Her frown deepens. "Where's the other four hundred?"
"I have my own bills to take care of. The least you can do is at least try to make up the balance."
"Right, because you paid bills when I was taking care of you?" She tells me. "You know what you are? Selfish. Ungrateful and selfish. After all I did for you, you have the balls to stand there and use that tone with me?"
After all she did for me? What did she do for me? Besides remind me every single day that I was never supposed to be born.
I don't have the energy to go into another argument. I take a deep breath in. "That's all I have for you this month. Take it or leave it."

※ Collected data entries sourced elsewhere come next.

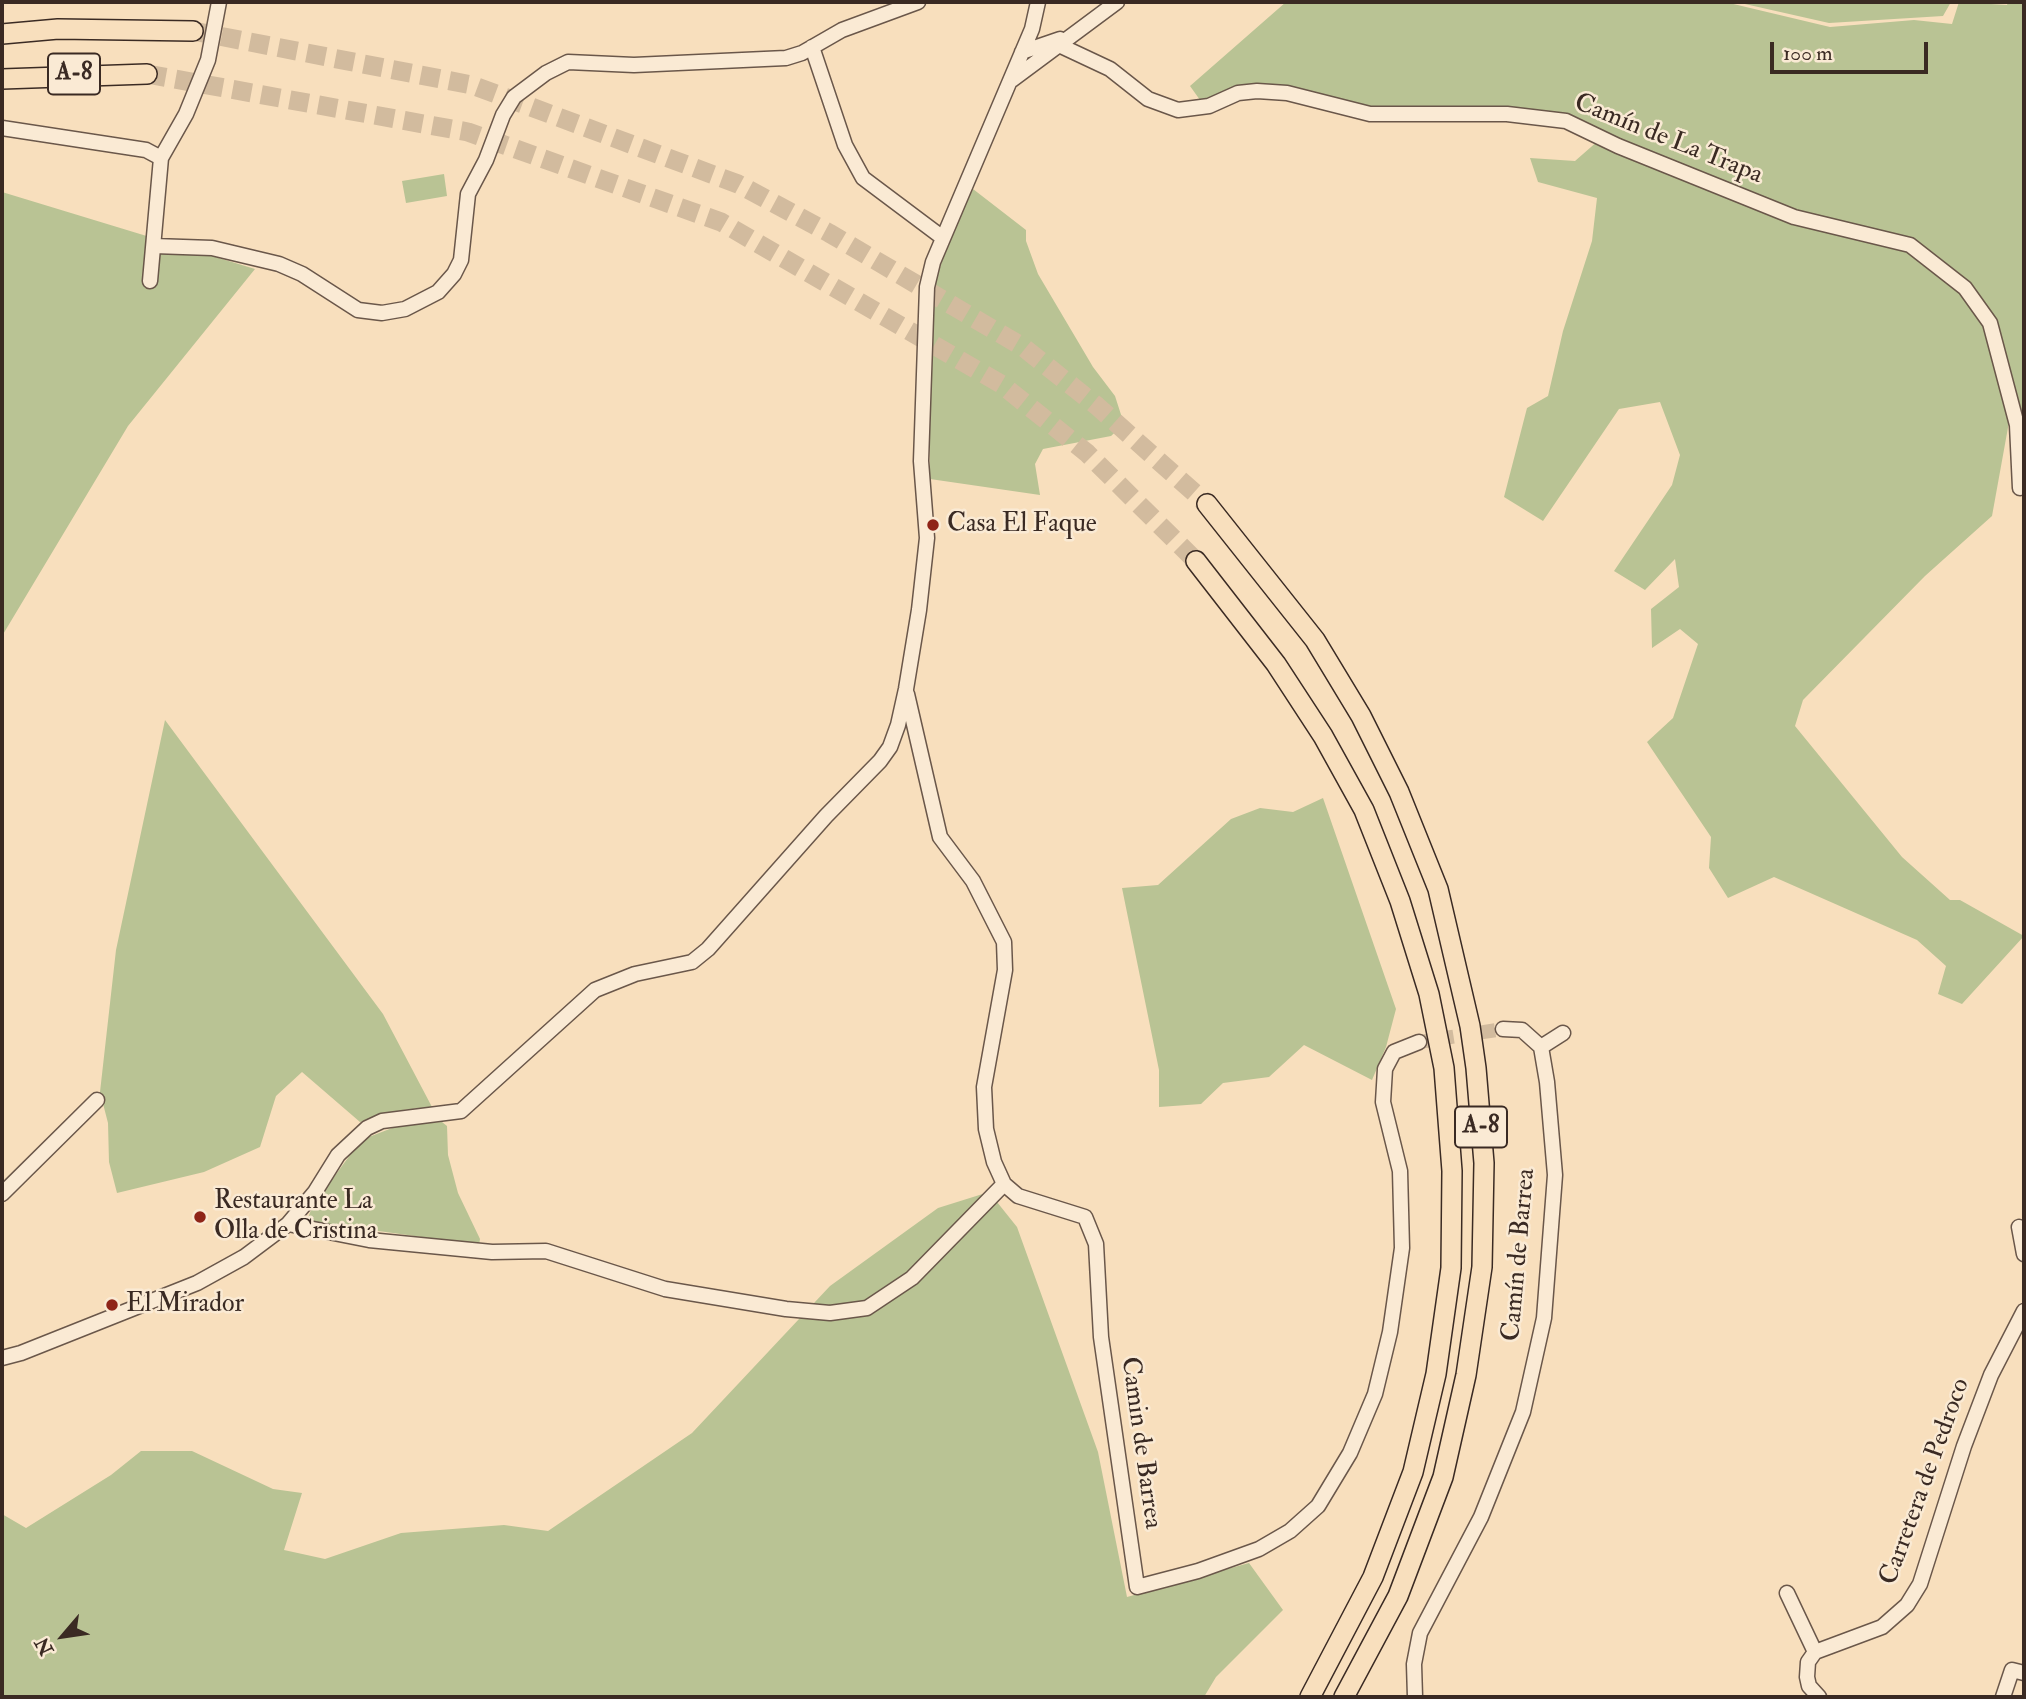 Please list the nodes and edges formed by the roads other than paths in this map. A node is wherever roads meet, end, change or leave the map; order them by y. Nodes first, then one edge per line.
1 (219, 2) edge
2 (918, 2) edge
3 (1028, 2) edge
4 (1117, 2) edge
5 (1036, 15) edge
6 (193, 31) tunnel mouth
7 (2, 34) edge
8 (1062, 41) junction
9 (813, 47) junction
10 (1022, 52) junction
11 (1045, 55) junction
12 (147, 74) tunnel mouth
13 (2, 79) edge
14 (1009, 84) junction
15 (2, 128) edge
16 (161, 158) junction
17 (943, 238) junction
18 (154, 246) junction
19 (150, 281) dead end
20 (2021, 488) dead end
21 (1208, 504) tunnel mouth
22 (1196, 561) tunnel mouth
23 (906, 688) junction
24 (1503, 1028) tunnel mouth
25 (1563, 1033) dead end
26 (1419, 1042) tunnel mouth
27 (1541, 1047) junction
28 (97, 1100) dead end
29 (1004, 1184) junction
30 (2, 1194) edge
31 (288, 1224) junction
32 (2019, 1227) dead end
33 (2024, 1254) edge
34 (2024, 1311) edge
35 (2, 1358) edge
36 (1787, 1592) dead end
37 (1815, 1652) junction
38 (2024, 1673) edge
39 (1310, 1697) edge
40 (1344, 1697) edge
41 (1415, 1697) edge
42 (1819, 1697) edge
43 (2003, 1697) edge

1 - 16 street
2 - 9 street
3 - 5 street
4 - 8 street
5 - 8 street, Camín de La Trapa
5 - 10 street
6 - 7 highway, A-8
8 - 10 street
8 - 11 street
8 - 20 street, Camín de La Trapa
9 - 17 street
9 - 18 street
10 - 11 street
10 - 14 street
11 - 14 street
12 - 13 highway, A-8
14 - 17 street
15 - 16 street
16 - 18 street
17 - 23 street
18 - 19 street
21 - 40 highway, A-8
22 - 39 highway, A-8
23 - 29 street
23 - 31 street
24 - 27 street
25 - 27 street
26 - 29 street, Camin de Barrea
27 - 41 street, Camín de Barrea
28 - 30 street
29 - 31 street
31 - 35 street
32 - 33 street
34 - 37 street, Carretera de Pedroco
36 - 37 street
37 - 42 street
38 - 43 street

She takes it, of course. What choice does she really have? But it comes with another dose of venom. "Why do you think your father left after I gave birth to you?" she asks. "Because you were a burden, a mistake. You drove him out. Do you think there's anyone out there who wants anything to do with you?"
These words shouldn't hurt so much. I should be used to them. But each time she says it, it serves as a dreadful reminder. Because she isn't at all wrong.
"I'm the only person you have. Don't forget that." Then she leaves, slamming the door on her way out. As always.
I don't have it in me to lash out or even scream. I head back for my bed and tuck myself under the covers, ready for tears that don't come. Because I'm all out.